In 2021 it received from the American Heart Association and American Stroke Association a Gold Plus Quality Achievement Award and a Type 2 Diabetes Honor Roll Award.

It owns and operates two centers for immediate injury and acute illness care, one in Bloomfield and the other in Clifton.

==History==

In the summer of 1890, Margaret Jane Merewether Power of Montclair, New Jersey came upon a small child who had fallen from a third story window, and was in need of serious medical attention. Upset at the fact that there was no nearby health care facility, Mrs. Power called upon other ladies in her social circle, and vowed to work toward a solution to the problem. In 1891, a three-story building was purchased and prepared to care for patients. Dr. John J.H. Love was named the first President of the Medical and Surgical Staff of "The Mountainside Hospital". The word "The" was later dropped from the hospital's formal name, making it simply "Mountainside Hospital".

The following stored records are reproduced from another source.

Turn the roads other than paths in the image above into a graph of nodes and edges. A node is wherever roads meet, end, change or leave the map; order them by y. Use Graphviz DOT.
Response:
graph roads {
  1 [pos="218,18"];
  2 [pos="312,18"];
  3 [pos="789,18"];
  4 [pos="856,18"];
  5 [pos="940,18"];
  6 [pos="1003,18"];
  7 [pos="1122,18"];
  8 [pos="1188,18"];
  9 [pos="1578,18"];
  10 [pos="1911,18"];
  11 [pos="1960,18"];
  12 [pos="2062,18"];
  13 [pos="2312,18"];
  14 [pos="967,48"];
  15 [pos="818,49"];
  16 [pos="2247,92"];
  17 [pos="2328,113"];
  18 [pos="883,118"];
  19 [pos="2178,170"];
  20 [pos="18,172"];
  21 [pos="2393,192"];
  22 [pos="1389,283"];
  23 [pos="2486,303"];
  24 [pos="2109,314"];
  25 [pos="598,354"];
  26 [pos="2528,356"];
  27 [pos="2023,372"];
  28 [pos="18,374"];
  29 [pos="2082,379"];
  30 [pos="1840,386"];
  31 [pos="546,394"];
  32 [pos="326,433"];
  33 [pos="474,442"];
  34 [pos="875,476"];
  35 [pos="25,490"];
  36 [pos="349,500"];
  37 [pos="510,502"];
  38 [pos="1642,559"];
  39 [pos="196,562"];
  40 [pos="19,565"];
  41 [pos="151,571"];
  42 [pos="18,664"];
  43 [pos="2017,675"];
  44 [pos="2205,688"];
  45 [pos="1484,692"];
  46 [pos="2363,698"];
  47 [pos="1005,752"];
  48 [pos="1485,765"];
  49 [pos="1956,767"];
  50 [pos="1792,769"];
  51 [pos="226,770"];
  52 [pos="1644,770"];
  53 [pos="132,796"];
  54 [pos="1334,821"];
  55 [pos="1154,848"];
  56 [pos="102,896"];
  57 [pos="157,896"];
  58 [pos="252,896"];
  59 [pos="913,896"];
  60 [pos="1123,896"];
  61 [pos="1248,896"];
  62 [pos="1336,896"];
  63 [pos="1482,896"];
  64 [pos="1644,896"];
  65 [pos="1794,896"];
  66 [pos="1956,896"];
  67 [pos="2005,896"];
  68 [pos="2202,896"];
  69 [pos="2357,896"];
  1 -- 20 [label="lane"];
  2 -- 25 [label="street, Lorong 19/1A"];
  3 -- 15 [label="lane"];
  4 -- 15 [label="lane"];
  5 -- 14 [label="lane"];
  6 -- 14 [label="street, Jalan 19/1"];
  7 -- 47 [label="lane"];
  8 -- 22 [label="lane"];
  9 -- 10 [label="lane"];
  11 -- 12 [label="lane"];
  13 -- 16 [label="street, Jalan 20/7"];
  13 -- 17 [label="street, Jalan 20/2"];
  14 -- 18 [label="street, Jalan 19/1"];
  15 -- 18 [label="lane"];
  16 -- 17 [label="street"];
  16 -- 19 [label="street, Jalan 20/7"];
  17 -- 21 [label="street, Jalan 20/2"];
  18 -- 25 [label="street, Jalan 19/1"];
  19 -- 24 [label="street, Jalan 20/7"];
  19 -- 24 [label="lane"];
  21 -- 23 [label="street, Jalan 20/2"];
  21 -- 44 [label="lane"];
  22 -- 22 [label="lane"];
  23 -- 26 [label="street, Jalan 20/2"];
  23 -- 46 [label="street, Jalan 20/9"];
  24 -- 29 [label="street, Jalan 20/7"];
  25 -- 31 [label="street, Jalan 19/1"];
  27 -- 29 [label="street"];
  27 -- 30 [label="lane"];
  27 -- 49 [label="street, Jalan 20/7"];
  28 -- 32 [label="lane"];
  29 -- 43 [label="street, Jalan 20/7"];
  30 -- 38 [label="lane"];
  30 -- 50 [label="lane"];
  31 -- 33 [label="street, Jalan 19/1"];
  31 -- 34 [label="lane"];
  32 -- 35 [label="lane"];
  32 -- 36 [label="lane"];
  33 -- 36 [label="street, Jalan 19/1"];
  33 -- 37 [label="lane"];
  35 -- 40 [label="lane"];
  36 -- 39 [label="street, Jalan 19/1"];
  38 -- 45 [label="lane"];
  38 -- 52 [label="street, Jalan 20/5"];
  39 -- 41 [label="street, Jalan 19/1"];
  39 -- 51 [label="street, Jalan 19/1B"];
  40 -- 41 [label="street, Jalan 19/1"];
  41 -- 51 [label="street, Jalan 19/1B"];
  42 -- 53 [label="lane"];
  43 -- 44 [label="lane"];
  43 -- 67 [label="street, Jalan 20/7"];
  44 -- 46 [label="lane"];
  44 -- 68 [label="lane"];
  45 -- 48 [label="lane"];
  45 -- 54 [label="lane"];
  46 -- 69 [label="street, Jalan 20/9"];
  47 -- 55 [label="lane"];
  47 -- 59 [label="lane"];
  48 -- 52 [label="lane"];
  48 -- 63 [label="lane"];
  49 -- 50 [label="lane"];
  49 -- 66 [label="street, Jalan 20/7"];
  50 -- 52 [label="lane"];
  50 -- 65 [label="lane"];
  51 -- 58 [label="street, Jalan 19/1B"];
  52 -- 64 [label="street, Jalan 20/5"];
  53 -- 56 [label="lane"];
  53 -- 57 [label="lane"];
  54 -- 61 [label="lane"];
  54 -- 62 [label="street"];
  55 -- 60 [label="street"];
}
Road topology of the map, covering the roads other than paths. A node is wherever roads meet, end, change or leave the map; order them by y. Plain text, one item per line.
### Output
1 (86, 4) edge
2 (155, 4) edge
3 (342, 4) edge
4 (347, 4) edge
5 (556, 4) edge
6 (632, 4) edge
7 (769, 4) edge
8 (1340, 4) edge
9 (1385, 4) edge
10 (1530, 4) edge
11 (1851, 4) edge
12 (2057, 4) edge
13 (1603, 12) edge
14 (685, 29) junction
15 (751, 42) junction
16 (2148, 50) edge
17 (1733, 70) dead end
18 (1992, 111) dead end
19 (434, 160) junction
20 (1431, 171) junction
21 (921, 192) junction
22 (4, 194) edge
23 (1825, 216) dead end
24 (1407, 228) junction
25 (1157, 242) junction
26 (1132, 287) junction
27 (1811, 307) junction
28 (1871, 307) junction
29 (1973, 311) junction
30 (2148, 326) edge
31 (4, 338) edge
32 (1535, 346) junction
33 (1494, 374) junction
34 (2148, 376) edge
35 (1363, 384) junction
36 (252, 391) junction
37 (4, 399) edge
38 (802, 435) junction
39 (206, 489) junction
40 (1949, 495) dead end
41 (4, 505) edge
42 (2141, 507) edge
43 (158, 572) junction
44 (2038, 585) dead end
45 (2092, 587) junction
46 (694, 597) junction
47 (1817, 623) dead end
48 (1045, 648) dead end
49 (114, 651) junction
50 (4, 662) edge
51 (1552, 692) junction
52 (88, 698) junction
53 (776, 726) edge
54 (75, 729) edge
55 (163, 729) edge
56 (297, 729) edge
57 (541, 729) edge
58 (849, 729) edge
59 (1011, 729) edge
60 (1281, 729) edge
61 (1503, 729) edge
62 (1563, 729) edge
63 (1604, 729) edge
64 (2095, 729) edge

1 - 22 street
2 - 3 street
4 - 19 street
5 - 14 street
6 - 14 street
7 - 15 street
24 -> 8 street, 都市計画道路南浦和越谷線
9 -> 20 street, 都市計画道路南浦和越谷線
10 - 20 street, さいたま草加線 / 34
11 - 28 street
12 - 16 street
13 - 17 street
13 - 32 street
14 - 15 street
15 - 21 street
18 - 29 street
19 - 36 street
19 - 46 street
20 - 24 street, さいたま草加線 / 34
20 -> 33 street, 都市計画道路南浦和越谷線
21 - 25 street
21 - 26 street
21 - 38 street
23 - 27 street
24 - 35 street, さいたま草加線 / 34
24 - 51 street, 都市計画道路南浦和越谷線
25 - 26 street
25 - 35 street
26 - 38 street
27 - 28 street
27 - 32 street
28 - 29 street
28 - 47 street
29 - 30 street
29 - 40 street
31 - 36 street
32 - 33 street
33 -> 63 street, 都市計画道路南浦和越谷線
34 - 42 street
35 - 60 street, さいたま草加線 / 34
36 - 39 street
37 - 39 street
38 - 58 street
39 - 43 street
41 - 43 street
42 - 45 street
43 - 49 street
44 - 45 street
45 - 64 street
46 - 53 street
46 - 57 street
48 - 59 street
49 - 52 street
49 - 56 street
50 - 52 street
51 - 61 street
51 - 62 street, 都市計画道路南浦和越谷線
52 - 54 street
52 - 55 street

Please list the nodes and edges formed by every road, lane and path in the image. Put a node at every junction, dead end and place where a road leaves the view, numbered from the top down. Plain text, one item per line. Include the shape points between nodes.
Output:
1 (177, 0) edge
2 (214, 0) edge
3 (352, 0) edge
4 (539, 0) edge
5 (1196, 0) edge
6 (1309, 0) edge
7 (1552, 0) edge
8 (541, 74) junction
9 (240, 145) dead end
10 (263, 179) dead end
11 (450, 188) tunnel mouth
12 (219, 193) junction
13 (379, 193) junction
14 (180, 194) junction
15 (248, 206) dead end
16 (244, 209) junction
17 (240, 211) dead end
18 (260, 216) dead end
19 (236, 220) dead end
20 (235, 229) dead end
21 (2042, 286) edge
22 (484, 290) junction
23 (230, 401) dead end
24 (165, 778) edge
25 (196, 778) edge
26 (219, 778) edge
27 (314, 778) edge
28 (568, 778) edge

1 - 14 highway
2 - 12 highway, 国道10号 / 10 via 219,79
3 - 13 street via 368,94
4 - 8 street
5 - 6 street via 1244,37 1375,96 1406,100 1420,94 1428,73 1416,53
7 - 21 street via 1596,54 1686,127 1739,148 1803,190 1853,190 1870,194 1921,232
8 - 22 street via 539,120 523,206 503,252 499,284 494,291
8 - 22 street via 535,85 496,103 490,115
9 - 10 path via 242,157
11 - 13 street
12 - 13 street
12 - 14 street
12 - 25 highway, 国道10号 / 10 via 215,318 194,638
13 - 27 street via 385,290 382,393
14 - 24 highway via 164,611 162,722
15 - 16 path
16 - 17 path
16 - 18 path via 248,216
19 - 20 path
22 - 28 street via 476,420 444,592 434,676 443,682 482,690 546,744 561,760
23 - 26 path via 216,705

On May 31, 2007, it was purchased by Merit Health Systems, a privately owned for-profit Louisville, Kentucky hospital management company that acquires, owns and operates community hospitals. Merit continued to operate the hospital until February 1, 2012, when ownership of the hospital was transferred to Montclair Health System, LLC, a joint venture between LHP Hospital Group, Inc. (LHP) (now Ardent Health Services) and Hackensack Meridian Health, who together also operate Hackensack University Medical Center at Pascack Valley in Westwood, New Jersey.

==In popular culture==
On the American television drama series The Sopranos, A.J. Soprano is placed in the psychiatric ward at Mountainside Hospital after he tries to drown himself in the family pool. Later, his father Tony Soprano gets a bill of $2,200 per day for warehousing his son at the mental health facility.

==People==
- Kevin O'Connor, D.O., physician to President Joe Biden, completed his family medicine residency at Mountainside Medical Center and his doctorate medical education at the hospital's affiliated New York Institute of Technology College of Osteopathic Medicine.